In pursuit of their goal to drive all women into the work force, feminists
waged war on what had been the two underpinnings of our civil society, the
traditional family with a breadwinner husband and homemaker wife and
traditional sexual morality. The tangle of pathology that so many of our
families have become is proof of this war's success. One of feminism's
primary tools in their war was promotion of the sexual revolution. Because
feminists correctly perceived that a woman's child-rearing role is the
greatest impediment to her career success, they encouraged women to
postpone, or even forgo, marriage and, if they did bear children, to leave
the bulk of child-rearing to paid employees. In sum, women were told to
abandon what had been, for many, the very successful "matrimonial strategy,"
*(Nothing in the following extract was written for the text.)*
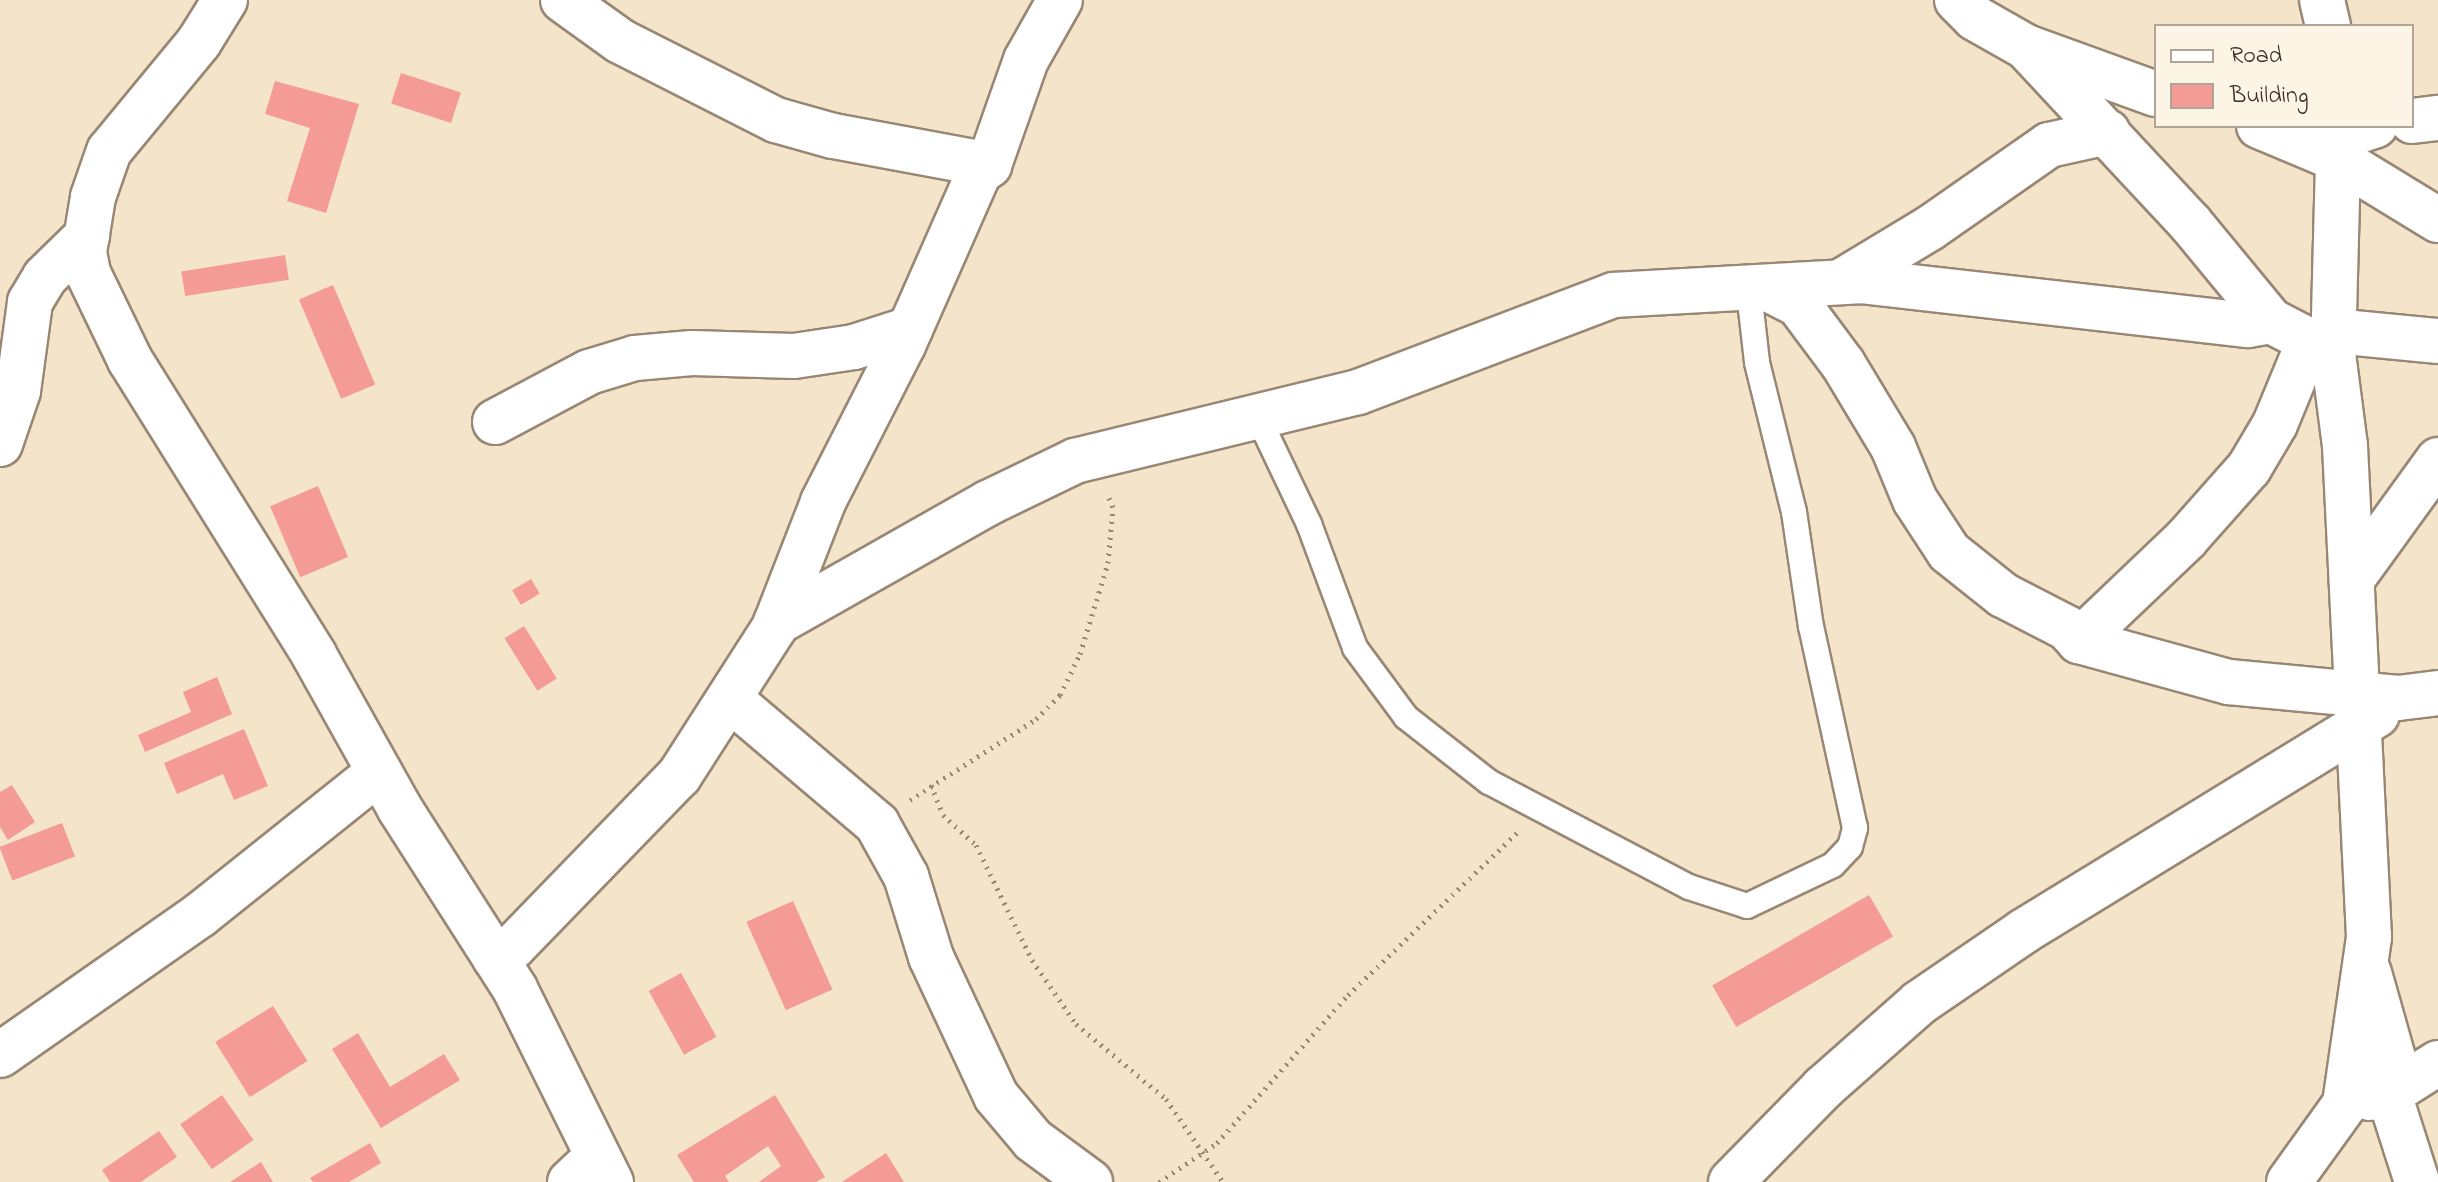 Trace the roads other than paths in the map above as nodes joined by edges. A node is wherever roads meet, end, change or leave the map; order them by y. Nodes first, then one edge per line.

which was to marry young, bear three or four children, and work outside the
home only until a child was born and, perhaps, return to work once the
children were grown.
The sexual revolution undermined the matrimonial strategy by encouraging
women to engage in promiscuous sex on the same terms as men. As Richard
Posner correctly notes in his book Sex and Reason, the "freer women are
sexually, the less interest men have in marriage." Since their own interest
in marriage was minimal or non-existent, feminist sexual revolutionaries
urged women to abandon the ideals of premarital virginity and marital
fidelity as vestiges of discredited Victorian morality. Premarital sex, they
said, should be seen as a morally indifferent and harmless source of
pleasure.
How harmless this source of pleasure was is indicated by the fact that the
United States now has the highest rates of sexually transmitted diseases and
of abortion in the Western World. 24 million Americans, for example, are
infected with the Human Papilloma Virus, an incurable sexually transmitted
disease linked to over 90 percent of all invasive cervical cancers, which
are the number two cause of women's cancer deaths. Sexually transmitted
diseases cause twenty percent of our cases of infertility--an increasing and
heartbreaking problem in our society that is now so familiar to those who
know women in their late 30s and early 40s desperately trying to conceive.
But this was inconsequential to the women who spearheaded the feminist
movement, only one of whom married and bore children and all of whom
rejected child-rearing as inconsistent with career achievement.
Thus, in 1965, feminist Helen Gurley Brown, the editor of Cosmopolitan
magazine, applauded the single sexual revolutionary because, unlike the
housewife, she was "not a parasite, a dependent, a scrounger, a sponger, or
a bum." In 1993, her revolutionary ardor still afire, Brown advised women to
look at their friends' husbands as potential lovers; she never felt guilt,
Brown said, about the wives who can't keep their husbands at home. Nothing
better illustrates how feminists molded our society than a comparison of
Cosmopolitan under Brown's editorship with the women's magazines of my
youth, which affirmed the homemaker's worth and the societal importance of
traditional virtues.
Our no-fault divorce regime that enables men to abandon and impoverish
families was crucial to the feminist goal. By subverting housewives' social
and economic security, no-fault enforces feminism's diktat that women must
abandon homemaking for market production. Betty Friedan explained that
feminist divorce policy purposely deprived women of alimony to force them
into the workplace. No-fault tells mothers it is unsafe to devote oneself to
raising children, warning them "that instead of expecting to be supported, a
woman is now expected to become self-sufficient."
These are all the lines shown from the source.